A partir deste fim de semana, a nova lei exige que indivíduos e empresas se adequem, sob pena de enfrentarem até cinco anos de prisão por descumprimento.

Pressão governamental e primeiras respostas
O primeiro-ministro Narendra Modi justificou a proibição como uma medida para proteger a sociedade dos impactos nocivos dos jogos de azar online. A legislação, contudo, dá abertura para o desenvolvimento de e-sports e jogos educativos.
Algumas empresas do setor, entretanto, criticaram a falta de regulamentação específica e alertaram para o risco de migração de usuários para plataformas não regulamentadas e estrangeiras.

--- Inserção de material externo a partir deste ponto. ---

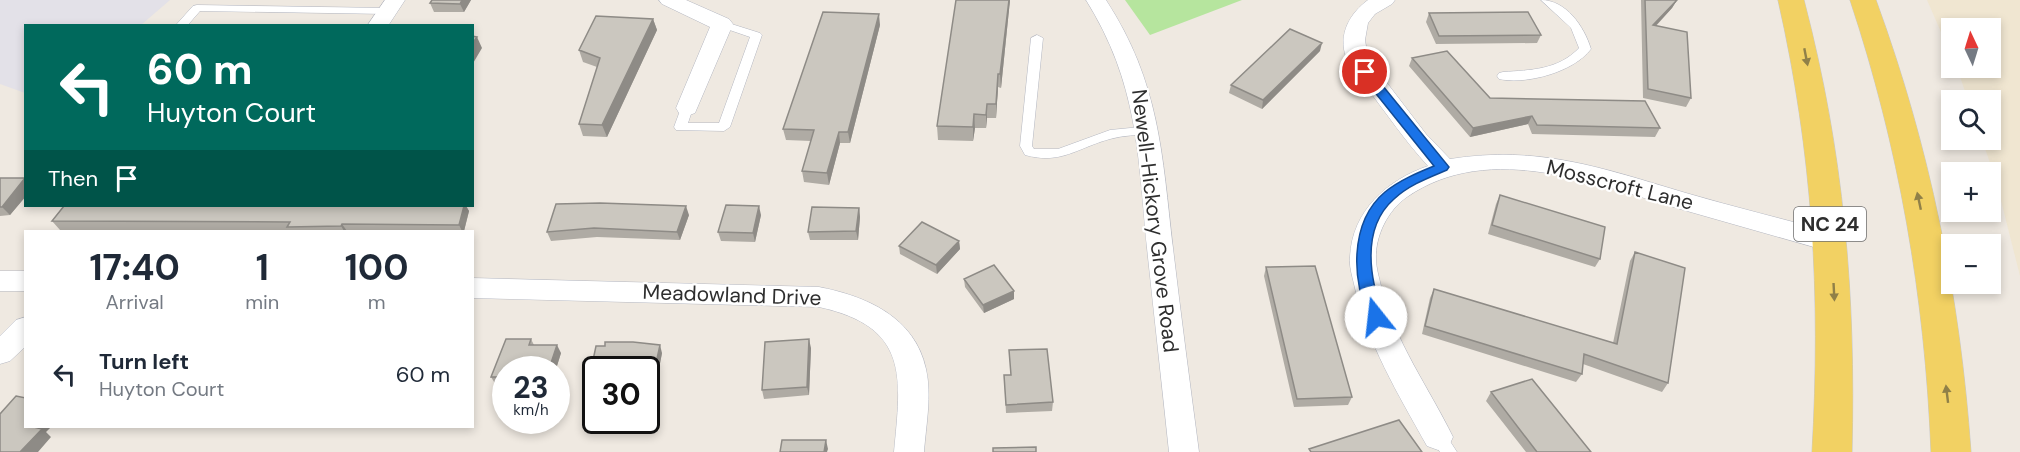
<!DOCTYPE html>
<meta charset="utf-8">
<style>
:root{--surface:#fff;--page:#f2f2f3;--text:#1f2937;--muted:#747a83}
body{margin:0;font-family:"DM Sans",sans-serif;background:var(--page);color:var(--text);height:100vh;display:flex;flex-direction:column;font-size:22px;white-space:nowrap}
*{box-sizing:border-box;margin:0}
p{font-size:20px;color:var(--muted)}
.icon{flex:none;width:33px;height:33px;fill:none;stroke:currentColor;stroke-width:2;stroke-linecap:round;stroke-linejoin:round}
.map{position:relative;flex:1;overflow:hidden}
.details{position:absolute;left:24px;top:230px;width:450px;height:198px;display:flex;flex-direction:column;background:var(--surface);border-radius:0px;box-shadow:0 3px 9px #0003}
.details>*{flex:none}
.banner{position:absolute;left:24px;top:24px;width:450px;height:183px;border-radius:0px;box-shadow:0 3px 9px #0003;background:#00695c;color:#fff;overflow:hidden}
.needle{width:39px;rotate:356deg}
.controls{position:absolute;left:1941px;top:18px;display:grid;gap:12px}
.controls a{display:grid;place-items:center;width:60px;height:60px;border-radius:0px;background:var(--surface);box-shadow:0 3px 9px #0003;font-size:30px}
.speed{position:absolute;left:492px;top:356px;display:flex;gap:12px;font-size:30px;font-weight:700;text-align:center}
.speed>*{display:grid;place-content:center;width:78px;height:78px;border-radius:50%;background:var(--surface);box-shadow:0 3px 9px #0003;line-height:1}
.speed small{font-size:15px;font-weight:400}
.speed .limit{border:3px solid #111;border-radius:9px;background:#fff;color:#111}
.pin{position:absolute;display:grid;place-items:center;width:51px;height:51px;color:#fff;margin:-26px;border:3px solid #fff;border-radius:50%;box-shadow:0 2px 6px #0007}
.me{position:absolute;width:66px;margin:-33px;rotate:344deg;stroke-linejoin:round;filter:drop-shadow(0 0 4px #0008)}
.turn{display:flex;align-items:center;gap:21px;height:126px;padding:0 24px;font-size:27px}
.turn .icon{width:78px;height:78px;stroke-width:2.5}
.turn b{display:block;font-size:42px;line-height:51px}
.then{display:flex;align-items:center;height:57px;padding:0 24px;background:#0003;gap:12px;font-size:22px}
.eta{display:flex;justify-content:space-evenly;align-items:center;height:102px;text-align:center}
.eta b{font-size:36px;font-weight:700;line-height:42px}
ul{padding:0;list-style:none}
li{display:flex;align-items:center;gap:18px;height:84px;padding:0 24px}
li div{flex:1}
li b{display:block;font-size:22px}
li em{font-style:normal}
.map>svg:first-child{display:block}
</style>
<div class="map">
<svg width="2020" height="452" viewBox="0 0 2020 452">
<rect width="100%" height="100%" fill="#efe9e1"/>
<path fill="#e3e1e8" d="M0 0H170L141 25 26 26 25 93 0 84Z"/>
<path fill="#f0e6d1" d="M1927 0H2020V276L1995 177 1982 140H1990V100H1968L1957 68H1990V28H1952L1951 55Z"/>
<path fill="#b6e59e" d="M1125 0H1242L1150 35Z"/>
<g fill="none" stroke-linecap="round" stroke-linejoin="round">
<g stroke="#b4b7c1" stroke-width="1">
<path id="lane" d="M1541 0C1566 0 1584 26 1591 49 1574 72 1526 85 1499 79L1497 76 1499 73 1503 72C1531 70 1558 70 1579 48L1571 28Z
M197 5 387 8 393 11 387 14 200 11 187 26H175L193 6Z
M722 21 760 33 762 35 730 127 724 131 676 130 674 127 681 108 687 104 693 108 688 123H719L750 37 718 26V22Z
M1037 35 1043 38 1032 146 1034 149H1058L1110 130 1151 126 1153 129 1151 132C1138 136 1123 135 1110 139 1077 148 1061 165 1025 155L1020 146 1031 38Z
M1438 430 1444 432 1457 452H1440L1430 437 1432 432Z"/>
</g>
<g stroke="#b4b7c1" stroke-width="1">
<path id="street" d="M385 0H405L388 26H367Z
M659 0H686L729 19 733 24 695 113 687 116 679 113 676 108 710 27 662 4Z
M1086 0H1106C1160 83 1162 154 1173 248 1181 316 1190 384 1199 452H1169C1162 384 1154 316 1147 248 1138 154 1138 83 1086 0Z
M1368 0H1395L1392 4 1375 14 1368 23 1365 40 1368 58 1426 134 1450 159C1539 145 1602 168 1686 193 1734 207 1783 219 1831 232L1840 235 1844 242 1840 249 1831 252C1783 238 1735 225 1687 211 1600 186 1491 139 1407 197 1388 210 1375 236 1376 259 1376 268 1379 277 1381 286 1395 342 1428 386 1453 437L1449 446 1438 450 1427 446C1398 394 1367 343 1354 284 1352 275 1349 266 1350 257 1352 211 1387 180 1428 166 1405 141 1387 114 1367 88 1360 78 1349 68 1346 57 1338 34 1350 13 1368 0Z
M0 271H26V291H0Z
M472 278 819 287C866 296 915 317 926 369 932 395 926 425 924 452H894C901 377 910 327 819 307L472 298Z
M26 317V346L10 361 0 364V336L16 320Z"/>
</g>
<g stroke="#c9c9c9" stroke-width="1">
<path id="primary" d="M1778 0H1804C1844 153 1856 294 1852 452H1812C1821 295 1813 154 1778 0Z
M1850 0H1876C1930 147 1960 296 1971 452H1931C1925 297 1899 147 1850 0Z"/>
</g>
<use href="#lane" fill="#fff" fill-rule="evenodd"/>
<use href="#street" fill="#fff" fill-rule="evenodd"/>
<use href="#primary" fill="#f2d163" fill-rule="evenodd"/>
</g>
<path fill="#afaba4" d="M471 0 464 12H434L430 3Z
M1010 0 1001 88 998 87 996 118H987L986 128H975L973 141 938 140 937 126Z
M1641 0H1677L1672 8 1656 26 1691 98 1686 107 1643 98Z
M1429 13 1541 35 1537 43 1436 44 1426 22Z
M653 19 657 30 607 137 583 136 579 124 597 67 583 62 579 50Z
M880 25 850 143H840L829 185 804 182 802 171 811 141 786 140 783 129Z
M1320 51 1262 109 1229 93 1231 85Z
M1412 58 1490 98 1660 128 1655 137 1532 134 1528 124 1470 137 1409 66Z
M0 178H26V196L10 215 0 216Z
M1500 195 1600 259 1595 267 1488 234 1496 204Z
M64 206H466L469 211 464 231 60 230 52 221Z
M859 208 860 217 858 240H810L808 232Z
M689 215 680 240 597 237 551 241 547 232Z
M761 215 755 242 721 241 718 232Z
M959 241 960 249 937 274 900 254 899 246Z
M1635 252 1668 383 1662 392 1583 364 1582 374 1576 382 1422 334 1430 298 1434 289 1613 343 1630 261Z
M1266 267 1352 397 1348 405 1294 407 1264 276Z
M964 279 1014 299 984 313 965 287Z
M531 339 534 345 561 353 556 369H506V385H496L491 377Z
M596 346 662 353 656 384 646 385V369H596V405H589L585 398Z
M811 348 809 395 764 399 762 390Z
M1009 350 1053 402 1052 411 1006 413 1004 375H1011Z
M1491 392 1591 452H1526L1486 401Z"/>
<path fill="#8e8b86" d="M462 0H471L464 12 460 4Z
M1009 0H1010L1001 88 1000 74Z
M1677 0 1672 8 1648 34 1653 25Z
M879 14 880 25 850 143 848 132Z
M653 19 657 30 607 137 602 125Z
M477 37 482 48 472 65V44Z
M1322 43 1320 51 1262 109 1263 100Z
M998 74V87L996 118V104Z
M987 104V118L986 128V115Z
M974 114 975 128 973 141V127Z
M1532 116 1528 124 1470 137 1473 128Z
M839 132 840 143 829 185 827 173Z
M25 178 26 196 10 215 2 207Z
M464 206H466L469 211 464 231H462L459 225Z
M686 206 689 215 680 240 677 232Z
M759 206 761 215 755 242 753 233Z
M859 208 860 217 858 240 856 231Z
M342 224 347 231H344L341 226Z
M959 241 960 249 937 274 936 265Z
M1014 291V299L984 313 983 305Z
M809 339 811 348 809 395 807 387Z
M557 345 561 353 556 369H549Z
M660 345 662 353 656 384 653 377Z
M35 426H52L46 432 51 437 38 452H20Z
M826 440 828 449 827 452H824Z"/>
<path fill="#cbc7bf" stroke="#8e8b86" stroke-width="1.5" d="M432 0H462L460 4 430 3Z
M956 0H1009L1000 74H998L996 104H987L986 115 974 114 973 127 937 126Z
M1645 0H1677L1653 25 1687 32 1691 98 1648 89Z
M823 12 879 14 848 132H839L827 173 802 171 814 130 783 129Z
M1528 12 1541 35 1439 36 1429 13Z
M596 16 653 19 602 125 579 124 600 58 579 50Z
M1290 29 1322 43 1263 100 1231 85Z
M472 36 477 37 472 44Z
M1447 51 1490 98 1645 101 1660 128 1537 125 1532 116 1473 128 1412 58Z
M0 178H25L2 207H0Z
M1500 195 1605 227 1600 259 1492 225Z
M600 203 686 206 677 232 594 228 547 232 556 204Z
M726 205 759 206 753 233 718 232Z
M64 206H464L459 225 342 224 341 226 287 227 290 222 52 221Z
M812 207 859 208 856 231 808 232Z
M922 222 959 241 936 265 899 246Z
M1635 252 1685 268 1668 383 1584 354 1582 374 1425 326 1434 289 1617 344Z
M994 265 1014 291 983 305 964 279Z
M1315 266 1352 397 1297 399 1266 267Z
M506 339H531L529 345H557L549 369H506V377H491Z
M809 339 807 387 762 390 765 342Z
M605 342H633L660 345 653 377H646V369H596V397L585 398 596 346H605Z
M1047 349 1053 402 1006 405 1004 375H1011L1009 350Z
M1532 379 1591 452H1537L1491 392Z
M16 396 26 398V426H35L34 427 42 429 20 452H0V414Z
M1399 420 1422 452H1311L1309 449Z
M782 440H826L824 452H780Z
M1036 447V452H993V448Z"/>
<defs><path id="oneway-solid" d="M-6-.8H1V-3.2L6.5 0L1 3.2V.8H-6Z" transform="scale(1.5)"/></defs>
<g fill="#908048">
<use href="#oneway-solid" transform="translate(1806 57) rotate(79)"/>
<use href="#oneway-solid" transform="translate(1919 201) rotate(-102)"/>
<use href="#oneway-solid" transform="translate(1834 292) rotate(87)"/>
<use href="#oneway-solid" transform="translate(1947 394) rotate(-97)"/>
</g>
<path fill="#1a73e8" stroke="#114b97" stroke-width="1.5" d="M1365 68 1369 69 1449 167 1447 170C1428 178 1409 185 1394 199 1360 229 1370 281 1384 317L1381 321H1371C1351 283 1349 222 1385 192 1400 180 1417 173 1434 166L1361 75 1359 72Z"/>
<g text-anchor="middle" dominant-baseline="central" stroke-width="4.5" stroke-linejoin="round" paint-order="stroke">
<rect fill="#fff" stroke="#6d6d6d" stroke-width="1.5" x="1794" y="207" width="72" height="34" rx="4.5"/>
<g font-size="20" font-weight="bold" fill="#2e2e2e">
<text x="1830" y="224">NC 24</text>
</g>
<g font-size="21" fill="#2e2e2e" stroke="#fff">
<text transform="translate(1620 185) rotate(14)">Mosscroft Lane</text>
<text transform="translate(1155 221) rotate(83)">Newell-Hickory Grove Road</text>
<text transform="translate(732 295) rotate(2)">Meadowland Drive</text>
</g>
</g>
</svg>
<div class="controls">
<a><svg class="needle" viewBox="-14 -14 28 28"><path d="M0-13l5 13h-10z" fill="#e53935"/><path d="M0 13l5-13h-10z" fill="#747a83"/></svg></a>
<a><svg class="icon" aria-label="search" viewBox="0 0 24 24"><circle cx="10" cy="10" r="6"/><path d="M15 15l6 6"/></svg></a>
<a>+</a>
<a>−</a>
</div>
<div class="speed"><div>23<small>km/h</small></div><div class="limit">30</div></div>
<div class="pin" style="left:1365px;top:72px;background:#d93025"><svg class="icon" aria-label="arrive" viewBox="0 0 24 24"><path d="M6 21V4h12l-3 4 3 4H6"/></svg></div>
<svg class="me" style="left:1376px;top:317px" viewBox="-20 -20 40 40"><circle r="19" fill="#fff"/><path d="M0-13L10 11 0 6-10 11z" fill="#1a73e8"/></svg>
<div class="banner">
<div class="turn"><svg class="icon" aria-label="left" viewBox="0 0 24 24"><path d="M17 20v-9H6M10 6l-5 5 5 5"/></svg><div><b>60 m</b>Huyton Court</div></div>
<div class="then">Then<svg class="icon" aria-label="arrive" viewBox="0 0 24 24"><path d="M6 21V4h12l-3 4 3 4H6"/></svg></div>
</div>
<section class="details">
<div class="eta">
<div><b>17:40</b><p>Arrival</p></div>
<div><b>1</b><p>min</p></div>
<div><b>100</b><p>m</p></div>
</div>
<ul>
<li><svg class="icon" aria-label="left" viewBox="0 0 24 24"><path d="M17 20v-9H6M10 6l-5 5 5 5"/></svg><div><b>Turn left</b><p>Huyton Court</p></div><em>60 m</em></li>
</ul>
</section>
</div>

Custos sociais e novas prioridades estratégicas
Defensores da nova legislação argumentam que os custos sociais dos jogos online são significativos. Questões como vício, endividamento e casos de suicídio têm pressionado as autoridades a agir. Ademais, a proibição visa integrar um plano mais amplo de combate à lavagem de dinheiro e financiamento do terrorismo, frequentemente vinculados a essas plataformas.
Desafios futuros para a indústria e os usuários
Com a legislação em vigor, empresas e usuários de jogos de azar online na Índia enfrentam um cenário desafiador. A implementação desta proibição representa um marco na tentativa de controle e regulamentação do mercado de jogos online no país.
O sucesso da iniciativa, entretanto, dependerá de sua eficácia na mitigação de problemas sociais e na proteção dos jogadores. À medida que a lei entra em vigor neste fim de semana, milhões de indianos precisam ajustar sua relação com as plataformas de jogos online.